=== Listed entries ===

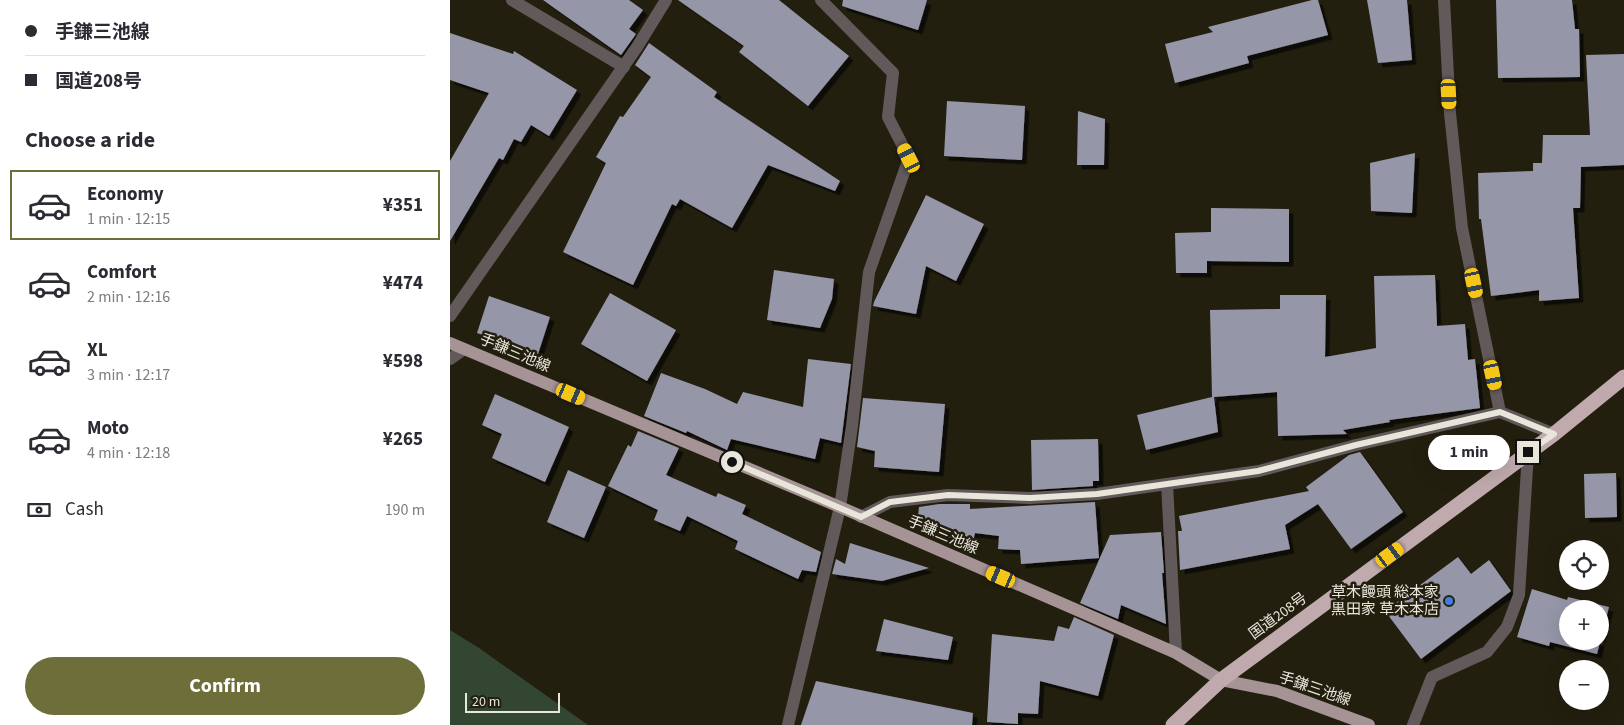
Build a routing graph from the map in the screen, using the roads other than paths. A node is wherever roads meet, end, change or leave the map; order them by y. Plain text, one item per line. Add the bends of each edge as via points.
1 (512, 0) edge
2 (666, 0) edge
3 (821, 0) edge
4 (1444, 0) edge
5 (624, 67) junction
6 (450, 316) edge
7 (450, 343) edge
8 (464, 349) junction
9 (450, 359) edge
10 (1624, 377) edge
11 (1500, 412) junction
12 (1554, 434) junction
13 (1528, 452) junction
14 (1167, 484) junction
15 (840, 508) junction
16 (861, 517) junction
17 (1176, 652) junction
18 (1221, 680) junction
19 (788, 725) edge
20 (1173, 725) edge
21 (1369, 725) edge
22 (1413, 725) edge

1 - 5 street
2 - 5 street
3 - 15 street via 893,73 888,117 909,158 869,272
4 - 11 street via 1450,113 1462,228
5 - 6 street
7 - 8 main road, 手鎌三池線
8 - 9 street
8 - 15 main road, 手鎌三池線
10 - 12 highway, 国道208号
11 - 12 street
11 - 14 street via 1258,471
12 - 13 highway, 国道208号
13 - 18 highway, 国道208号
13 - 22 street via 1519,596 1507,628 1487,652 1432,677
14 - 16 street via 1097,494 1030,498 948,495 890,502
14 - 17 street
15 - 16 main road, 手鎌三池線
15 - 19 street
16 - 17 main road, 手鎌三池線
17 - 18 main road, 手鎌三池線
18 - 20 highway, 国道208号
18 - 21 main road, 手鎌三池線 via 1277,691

===

▶ [What is being asked]: Pictures are to be left out; everything else in the records gets retyped exactly.

▶ [Answer for the task]:
Build a routing graph from the map in the screen, using the roads other than paths. A node is wherever roads meet, end, change or leave the map; order them by y. Plain text, one item per line. Add the bends of each edge as via points.
1 (512, 0) edge
2 (666, 0) edge
3 (821, 0) edge
4 (1444, 0) edge
5 (624, 67) junction
6 (450, 316) edge
7 (450, 343) edge
8 (464, 349) junction
9 (450, 359) edge
10 (1624, 377) edge
11 (1500, 412) junction
12 (1554, 434) junction
13 (1528, 452) junction
14 (1167, 484) junction
15 (840, 508) junction
16 (861, 517) junction
17 (1176, 652) junction
18 (1221, 680) junction
19 (788, 725) edge
20 (1173, 725) edge
21 (1369, 725) edge
22 (1413, 725) edge

1 - 5 street
2 - 5 street
3 - 15 street via 893,73 888,117 909,158 869,272
4 - 11 street via 1450,113 1462,228
5 - 6 street
7 - 8 main road, 手鎌三池線
8 - 9 street
8 - 15 main road, 手鎌三池線
10 - 12 highway, 国道208号
11 - 12 street
11 - 14 street via 1258,471
12 - 13 highway, 国道208号
13 - 18 highway, 国道208号
13 - 22 street via 1519,596 1507,628 1487,652 1432,677
14 - 16 street via 1097,494 1030,498 948,495 890,502
14 - 17 street
15 - 16 main road, 手鎌三池線
15 - 19 street
16 - 17 main road, 手鎌三池線
17 - 18 main road, 手鎌三池線
18 - 20 highway, 国道208号
18 - 21 main road, 手鎌三池線 via 1277,691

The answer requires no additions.